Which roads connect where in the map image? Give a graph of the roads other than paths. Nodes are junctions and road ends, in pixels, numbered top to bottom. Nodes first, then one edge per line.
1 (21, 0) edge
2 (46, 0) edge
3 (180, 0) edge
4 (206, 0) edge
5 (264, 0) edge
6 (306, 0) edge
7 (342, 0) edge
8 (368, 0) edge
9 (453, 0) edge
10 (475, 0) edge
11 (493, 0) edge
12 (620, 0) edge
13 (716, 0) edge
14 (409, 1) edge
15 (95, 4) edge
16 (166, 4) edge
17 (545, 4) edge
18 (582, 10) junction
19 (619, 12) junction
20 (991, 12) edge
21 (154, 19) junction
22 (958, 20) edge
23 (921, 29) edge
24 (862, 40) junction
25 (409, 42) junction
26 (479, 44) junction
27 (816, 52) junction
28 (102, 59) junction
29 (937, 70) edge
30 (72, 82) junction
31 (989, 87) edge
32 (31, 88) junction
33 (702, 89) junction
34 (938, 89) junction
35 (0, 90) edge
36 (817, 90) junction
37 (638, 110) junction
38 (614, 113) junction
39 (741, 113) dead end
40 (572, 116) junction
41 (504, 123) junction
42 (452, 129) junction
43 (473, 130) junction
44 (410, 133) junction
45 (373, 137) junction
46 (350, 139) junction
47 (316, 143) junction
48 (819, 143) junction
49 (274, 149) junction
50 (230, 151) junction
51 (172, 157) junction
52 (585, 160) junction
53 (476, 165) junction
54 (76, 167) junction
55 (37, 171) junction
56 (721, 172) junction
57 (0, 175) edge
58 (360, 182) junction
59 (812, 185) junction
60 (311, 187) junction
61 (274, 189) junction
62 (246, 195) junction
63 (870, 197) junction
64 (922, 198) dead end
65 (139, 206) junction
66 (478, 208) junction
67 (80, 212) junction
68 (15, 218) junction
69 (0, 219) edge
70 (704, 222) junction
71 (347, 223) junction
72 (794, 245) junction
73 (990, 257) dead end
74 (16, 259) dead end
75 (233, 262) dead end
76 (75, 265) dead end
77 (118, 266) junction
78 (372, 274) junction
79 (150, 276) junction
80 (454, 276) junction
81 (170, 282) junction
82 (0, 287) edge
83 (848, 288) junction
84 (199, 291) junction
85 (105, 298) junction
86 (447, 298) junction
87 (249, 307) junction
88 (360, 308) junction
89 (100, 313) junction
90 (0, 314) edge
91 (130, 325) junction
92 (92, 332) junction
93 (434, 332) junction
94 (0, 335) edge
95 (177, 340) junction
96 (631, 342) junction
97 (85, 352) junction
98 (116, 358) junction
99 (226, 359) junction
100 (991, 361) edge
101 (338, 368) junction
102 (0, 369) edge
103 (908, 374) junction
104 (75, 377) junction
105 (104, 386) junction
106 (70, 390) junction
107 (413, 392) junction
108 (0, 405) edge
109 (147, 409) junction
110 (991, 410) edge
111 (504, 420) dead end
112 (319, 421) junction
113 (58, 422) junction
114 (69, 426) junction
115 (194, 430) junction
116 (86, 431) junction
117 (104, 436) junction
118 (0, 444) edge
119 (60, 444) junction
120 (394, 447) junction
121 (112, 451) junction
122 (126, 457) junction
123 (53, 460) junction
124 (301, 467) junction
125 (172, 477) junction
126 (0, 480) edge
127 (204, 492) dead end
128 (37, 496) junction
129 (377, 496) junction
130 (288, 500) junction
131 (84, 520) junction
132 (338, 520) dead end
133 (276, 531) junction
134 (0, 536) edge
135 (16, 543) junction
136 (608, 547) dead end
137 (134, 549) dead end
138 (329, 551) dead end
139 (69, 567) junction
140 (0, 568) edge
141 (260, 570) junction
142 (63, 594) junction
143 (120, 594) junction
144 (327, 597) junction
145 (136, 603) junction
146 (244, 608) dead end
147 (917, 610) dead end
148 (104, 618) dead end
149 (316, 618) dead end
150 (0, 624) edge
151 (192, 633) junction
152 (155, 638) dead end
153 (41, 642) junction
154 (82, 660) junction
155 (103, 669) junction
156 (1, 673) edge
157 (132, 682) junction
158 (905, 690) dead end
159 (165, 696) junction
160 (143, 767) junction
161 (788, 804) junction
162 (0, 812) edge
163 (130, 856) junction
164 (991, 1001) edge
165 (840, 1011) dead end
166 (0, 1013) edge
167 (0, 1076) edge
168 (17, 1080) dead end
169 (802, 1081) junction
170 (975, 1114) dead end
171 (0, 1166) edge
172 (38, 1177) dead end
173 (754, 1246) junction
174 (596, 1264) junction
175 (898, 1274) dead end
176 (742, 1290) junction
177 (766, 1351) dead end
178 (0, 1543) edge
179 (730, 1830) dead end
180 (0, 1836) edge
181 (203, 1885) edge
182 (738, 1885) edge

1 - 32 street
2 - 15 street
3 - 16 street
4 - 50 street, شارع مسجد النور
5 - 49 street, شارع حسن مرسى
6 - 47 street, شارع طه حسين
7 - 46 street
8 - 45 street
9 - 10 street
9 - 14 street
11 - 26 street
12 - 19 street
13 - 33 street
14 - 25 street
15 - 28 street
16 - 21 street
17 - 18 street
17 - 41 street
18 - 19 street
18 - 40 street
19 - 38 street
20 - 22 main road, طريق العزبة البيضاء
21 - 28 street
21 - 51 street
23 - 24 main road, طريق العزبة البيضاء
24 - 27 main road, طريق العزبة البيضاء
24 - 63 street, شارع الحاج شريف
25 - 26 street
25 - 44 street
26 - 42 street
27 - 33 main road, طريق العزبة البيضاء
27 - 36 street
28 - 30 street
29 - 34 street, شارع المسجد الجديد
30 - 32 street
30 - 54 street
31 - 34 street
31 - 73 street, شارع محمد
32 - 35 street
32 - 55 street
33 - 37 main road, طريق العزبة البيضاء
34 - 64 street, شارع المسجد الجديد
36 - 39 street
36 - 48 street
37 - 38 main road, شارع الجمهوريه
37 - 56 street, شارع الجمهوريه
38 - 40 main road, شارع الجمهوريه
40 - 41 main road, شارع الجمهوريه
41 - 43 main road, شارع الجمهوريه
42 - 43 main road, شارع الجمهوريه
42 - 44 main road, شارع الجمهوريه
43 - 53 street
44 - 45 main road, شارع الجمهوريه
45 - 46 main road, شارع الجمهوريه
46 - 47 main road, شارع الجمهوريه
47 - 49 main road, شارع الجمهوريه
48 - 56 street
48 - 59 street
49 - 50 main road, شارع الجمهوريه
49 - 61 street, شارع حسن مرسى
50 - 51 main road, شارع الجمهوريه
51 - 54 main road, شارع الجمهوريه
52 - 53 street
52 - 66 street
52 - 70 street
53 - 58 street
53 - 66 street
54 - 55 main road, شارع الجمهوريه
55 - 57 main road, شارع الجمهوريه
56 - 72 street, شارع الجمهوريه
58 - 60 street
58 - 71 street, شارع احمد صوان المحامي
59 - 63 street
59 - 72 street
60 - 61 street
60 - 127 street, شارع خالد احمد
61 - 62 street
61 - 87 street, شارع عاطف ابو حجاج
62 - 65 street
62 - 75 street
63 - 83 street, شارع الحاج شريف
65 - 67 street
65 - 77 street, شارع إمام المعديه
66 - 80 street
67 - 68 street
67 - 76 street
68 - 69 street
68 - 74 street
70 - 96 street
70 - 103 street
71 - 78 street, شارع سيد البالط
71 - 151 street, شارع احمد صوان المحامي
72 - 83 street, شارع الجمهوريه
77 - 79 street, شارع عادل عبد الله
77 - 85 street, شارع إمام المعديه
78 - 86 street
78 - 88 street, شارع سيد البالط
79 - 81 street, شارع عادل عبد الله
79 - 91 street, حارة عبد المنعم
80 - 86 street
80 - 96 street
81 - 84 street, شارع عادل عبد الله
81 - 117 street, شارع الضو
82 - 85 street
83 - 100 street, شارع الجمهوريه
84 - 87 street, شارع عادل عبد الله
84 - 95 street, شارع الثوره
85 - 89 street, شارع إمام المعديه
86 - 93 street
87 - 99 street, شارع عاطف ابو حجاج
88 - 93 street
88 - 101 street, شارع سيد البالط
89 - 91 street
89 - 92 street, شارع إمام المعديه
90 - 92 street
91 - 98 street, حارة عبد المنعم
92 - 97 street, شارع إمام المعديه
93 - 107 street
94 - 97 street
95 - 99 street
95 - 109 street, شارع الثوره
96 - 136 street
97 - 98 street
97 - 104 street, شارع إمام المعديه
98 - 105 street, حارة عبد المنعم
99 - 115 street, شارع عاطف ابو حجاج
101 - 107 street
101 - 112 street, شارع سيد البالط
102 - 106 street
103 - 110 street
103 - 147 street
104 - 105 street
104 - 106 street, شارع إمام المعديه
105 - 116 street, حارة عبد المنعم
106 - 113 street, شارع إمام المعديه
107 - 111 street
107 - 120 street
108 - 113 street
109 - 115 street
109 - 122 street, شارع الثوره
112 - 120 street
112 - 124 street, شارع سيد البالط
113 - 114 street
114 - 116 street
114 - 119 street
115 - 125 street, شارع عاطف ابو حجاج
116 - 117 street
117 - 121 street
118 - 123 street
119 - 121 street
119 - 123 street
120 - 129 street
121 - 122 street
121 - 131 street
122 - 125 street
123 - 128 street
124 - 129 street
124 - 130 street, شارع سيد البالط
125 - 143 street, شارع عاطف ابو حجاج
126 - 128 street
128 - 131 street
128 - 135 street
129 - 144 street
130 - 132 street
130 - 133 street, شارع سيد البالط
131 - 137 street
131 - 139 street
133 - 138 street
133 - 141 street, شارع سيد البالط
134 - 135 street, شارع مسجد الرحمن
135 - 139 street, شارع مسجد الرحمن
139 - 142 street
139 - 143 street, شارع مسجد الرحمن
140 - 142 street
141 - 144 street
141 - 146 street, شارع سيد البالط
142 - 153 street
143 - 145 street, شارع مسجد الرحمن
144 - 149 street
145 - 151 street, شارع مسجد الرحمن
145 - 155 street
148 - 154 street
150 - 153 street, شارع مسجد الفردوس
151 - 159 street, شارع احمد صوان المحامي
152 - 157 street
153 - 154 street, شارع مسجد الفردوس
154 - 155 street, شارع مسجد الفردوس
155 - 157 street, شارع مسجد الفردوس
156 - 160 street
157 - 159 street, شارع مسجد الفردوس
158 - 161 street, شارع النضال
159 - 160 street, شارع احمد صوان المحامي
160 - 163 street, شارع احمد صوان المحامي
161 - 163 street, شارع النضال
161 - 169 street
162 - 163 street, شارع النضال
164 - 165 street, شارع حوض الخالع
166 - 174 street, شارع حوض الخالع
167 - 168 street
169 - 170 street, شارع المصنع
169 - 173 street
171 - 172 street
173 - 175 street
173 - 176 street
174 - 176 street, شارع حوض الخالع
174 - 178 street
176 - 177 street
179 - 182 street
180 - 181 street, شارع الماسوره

────────────────────────────────────────

TASK INSTRUCTIONS:
Note every line of the entries in which "احمد" appears, and copy it down.

TASK SOLUTION:
58 - 71 street, شارع احمد صوان المحامي
60 - 127 street, شارع خالد احمد
71 - 151 street, شارع احمد صوان المحامي
151 - 159 street, شارع احمد صوان المحامي
159 - 160 street, شارع احمد صوان المحامي
160 - 163 street, شارع احمد صوان المحامي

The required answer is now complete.